New application of BBa_1450004
Since the cell wall of notoginseng root cells is composed of a high percentage of arabinose, we hope to use arabinose-inducable promoter to express our sugar degradation enzyme. One biobrick part, BBa_1450004, designed by Univ.British Columbia in 2014, controls T7RNApol expression through pBAD promoter. We co-transformed BL21(DE3) E.coli cells with pSB1C3-BBa_1450004 and pET28a-β-glucosidase. We measured the enzymatic activity of double-plasmid containing cells in different culture conditions, including variable concentrations of lactose, arabinose, IPTG, and kanamycin. For comparison we also measured the enzymatic activity of E.coli cells with single or no plasmids. The results indicated that our synthetic β-glucosidase gene was successfully expressed from the pET28a construct.
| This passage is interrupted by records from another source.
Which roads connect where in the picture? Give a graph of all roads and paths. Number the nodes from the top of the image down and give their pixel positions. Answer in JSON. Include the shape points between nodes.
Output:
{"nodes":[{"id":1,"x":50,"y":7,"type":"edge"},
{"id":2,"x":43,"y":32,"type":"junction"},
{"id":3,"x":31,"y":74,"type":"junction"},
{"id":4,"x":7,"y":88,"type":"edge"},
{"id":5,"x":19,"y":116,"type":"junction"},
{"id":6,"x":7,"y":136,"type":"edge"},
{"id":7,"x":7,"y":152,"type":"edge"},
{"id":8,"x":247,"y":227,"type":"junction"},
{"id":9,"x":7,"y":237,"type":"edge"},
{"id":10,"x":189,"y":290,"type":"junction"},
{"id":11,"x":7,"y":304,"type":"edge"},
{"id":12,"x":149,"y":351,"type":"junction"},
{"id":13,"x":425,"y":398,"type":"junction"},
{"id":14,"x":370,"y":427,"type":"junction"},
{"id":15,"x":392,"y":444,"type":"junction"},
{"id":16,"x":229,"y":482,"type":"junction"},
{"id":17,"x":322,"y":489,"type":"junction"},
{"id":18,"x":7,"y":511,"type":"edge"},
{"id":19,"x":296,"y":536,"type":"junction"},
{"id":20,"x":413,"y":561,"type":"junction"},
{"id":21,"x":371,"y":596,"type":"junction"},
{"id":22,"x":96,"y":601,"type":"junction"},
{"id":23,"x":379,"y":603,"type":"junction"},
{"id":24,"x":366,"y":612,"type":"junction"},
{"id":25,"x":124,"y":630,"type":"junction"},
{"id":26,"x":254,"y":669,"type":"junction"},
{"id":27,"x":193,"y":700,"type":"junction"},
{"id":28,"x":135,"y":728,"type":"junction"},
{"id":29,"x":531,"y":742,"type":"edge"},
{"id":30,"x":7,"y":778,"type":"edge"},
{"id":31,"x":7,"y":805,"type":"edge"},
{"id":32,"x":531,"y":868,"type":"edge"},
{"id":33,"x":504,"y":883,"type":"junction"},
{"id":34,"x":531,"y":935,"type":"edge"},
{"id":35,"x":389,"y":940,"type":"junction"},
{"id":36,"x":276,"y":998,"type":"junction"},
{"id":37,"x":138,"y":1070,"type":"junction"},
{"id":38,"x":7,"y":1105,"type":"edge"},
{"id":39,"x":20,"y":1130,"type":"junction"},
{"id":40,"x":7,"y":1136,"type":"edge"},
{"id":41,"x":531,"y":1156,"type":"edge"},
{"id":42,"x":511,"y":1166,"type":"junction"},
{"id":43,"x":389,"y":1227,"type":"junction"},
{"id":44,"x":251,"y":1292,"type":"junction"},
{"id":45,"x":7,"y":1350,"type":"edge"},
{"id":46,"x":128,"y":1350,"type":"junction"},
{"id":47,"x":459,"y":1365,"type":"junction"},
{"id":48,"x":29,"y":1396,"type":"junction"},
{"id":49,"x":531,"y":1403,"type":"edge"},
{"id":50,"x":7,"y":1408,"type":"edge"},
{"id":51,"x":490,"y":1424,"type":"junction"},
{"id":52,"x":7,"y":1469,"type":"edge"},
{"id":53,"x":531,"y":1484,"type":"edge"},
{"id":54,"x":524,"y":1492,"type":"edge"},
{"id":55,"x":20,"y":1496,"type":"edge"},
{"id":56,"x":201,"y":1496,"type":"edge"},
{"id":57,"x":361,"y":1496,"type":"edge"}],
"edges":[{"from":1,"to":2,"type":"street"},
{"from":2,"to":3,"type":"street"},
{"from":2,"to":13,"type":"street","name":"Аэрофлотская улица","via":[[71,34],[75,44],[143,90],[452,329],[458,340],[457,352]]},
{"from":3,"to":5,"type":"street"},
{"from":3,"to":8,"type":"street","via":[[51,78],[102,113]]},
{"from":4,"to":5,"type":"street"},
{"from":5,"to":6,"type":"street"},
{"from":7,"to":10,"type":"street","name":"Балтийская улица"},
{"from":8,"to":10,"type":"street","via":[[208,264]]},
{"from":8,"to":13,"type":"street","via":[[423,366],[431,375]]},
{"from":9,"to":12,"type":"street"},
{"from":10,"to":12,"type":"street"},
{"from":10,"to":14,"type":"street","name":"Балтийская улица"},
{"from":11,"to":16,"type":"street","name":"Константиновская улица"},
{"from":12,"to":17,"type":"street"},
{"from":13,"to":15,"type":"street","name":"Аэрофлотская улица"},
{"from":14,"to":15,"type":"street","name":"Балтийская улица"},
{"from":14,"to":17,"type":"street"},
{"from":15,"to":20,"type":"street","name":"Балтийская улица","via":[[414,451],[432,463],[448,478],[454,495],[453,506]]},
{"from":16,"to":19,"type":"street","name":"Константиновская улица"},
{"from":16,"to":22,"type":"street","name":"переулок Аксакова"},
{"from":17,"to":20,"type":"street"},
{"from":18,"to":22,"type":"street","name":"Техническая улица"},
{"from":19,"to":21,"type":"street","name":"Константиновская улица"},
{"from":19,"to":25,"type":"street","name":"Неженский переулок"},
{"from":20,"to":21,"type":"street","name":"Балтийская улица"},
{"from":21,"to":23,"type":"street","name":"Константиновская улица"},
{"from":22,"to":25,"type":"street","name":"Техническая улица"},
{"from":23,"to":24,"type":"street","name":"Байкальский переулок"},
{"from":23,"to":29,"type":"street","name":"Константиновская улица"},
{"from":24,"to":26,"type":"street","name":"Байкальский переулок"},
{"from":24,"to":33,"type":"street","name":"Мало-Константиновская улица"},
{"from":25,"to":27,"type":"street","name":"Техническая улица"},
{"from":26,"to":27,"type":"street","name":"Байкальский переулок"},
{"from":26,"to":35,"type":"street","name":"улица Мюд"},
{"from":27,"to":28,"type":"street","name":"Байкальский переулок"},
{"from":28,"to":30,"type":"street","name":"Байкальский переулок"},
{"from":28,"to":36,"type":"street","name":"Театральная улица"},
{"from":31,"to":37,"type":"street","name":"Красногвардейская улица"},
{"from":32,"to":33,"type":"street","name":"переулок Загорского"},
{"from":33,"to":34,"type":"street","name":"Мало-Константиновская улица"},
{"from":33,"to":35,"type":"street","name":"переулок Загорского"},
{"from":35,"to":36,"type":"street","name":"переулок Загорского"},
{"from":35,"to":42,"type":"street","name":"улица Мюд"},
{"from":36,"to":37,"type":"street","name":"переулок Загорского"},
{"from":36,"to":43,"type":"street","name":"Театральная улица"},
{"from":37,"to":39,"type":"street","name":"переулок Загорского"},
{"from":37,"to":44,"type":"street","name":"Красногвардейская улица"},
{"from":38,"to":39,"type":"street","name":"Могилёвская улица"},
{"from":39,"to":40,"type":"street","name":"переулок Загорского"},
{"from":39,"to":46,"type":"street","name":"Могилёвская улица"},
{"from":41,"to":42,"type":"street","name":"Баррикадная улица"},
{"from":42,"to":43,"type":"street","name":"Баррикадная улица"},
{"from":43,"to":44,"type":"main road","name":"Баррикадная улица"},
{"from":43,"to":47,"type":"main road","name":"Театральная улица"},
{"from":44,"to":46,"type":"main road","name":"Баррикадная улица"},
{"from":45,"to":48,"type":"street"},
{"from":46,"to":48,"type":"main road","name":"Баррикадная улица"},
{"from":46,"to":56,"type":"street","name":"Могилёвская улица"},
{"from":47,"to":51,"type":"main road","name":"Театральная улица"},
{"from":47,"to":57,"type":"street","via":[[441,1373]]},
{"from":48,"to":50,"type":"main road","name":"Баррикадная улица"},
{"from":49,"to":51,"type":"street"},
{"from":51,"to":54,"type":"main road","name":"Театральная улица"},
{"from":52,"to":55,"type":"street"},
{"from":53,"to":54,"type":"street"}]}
We added lactose, arabinose, PNPG, and diluted bacteria culture into each well of 96-well plates. After a period of time of culturing at 37C, we measured the A620 and A450 using a micro-plate reader (A450 reflects the concentration of PNP and cell density, A620 only reflects cell density). To calculate the PNP concentration, we used this formula:A450real=A450-1.5*A620. We validated this method using PNP solution in combination of bacteria culture over a wide range of concentrations (A620: 0.01-0.9).
The enzymatic efficiency in E.coli was standardized by calculating (A450-1.5*A620)/A620.
The result displayed that the concentration of PNP decreased when the concentration of lactose was increased. Since the similarities of structure between lactose and PNPG, high concentration lactose may pose a competitive inhibitory effect on PNPG. There was an optimum concentration of arabinose as inducer, so less enzymes would be expressed if the concentration of arabinose exceed optimum concentration or is lower than it. The process of bacterial metabolism uses sugar in each well, so that lactose would be less competitive, then enzymes would begin to decompose PNPG.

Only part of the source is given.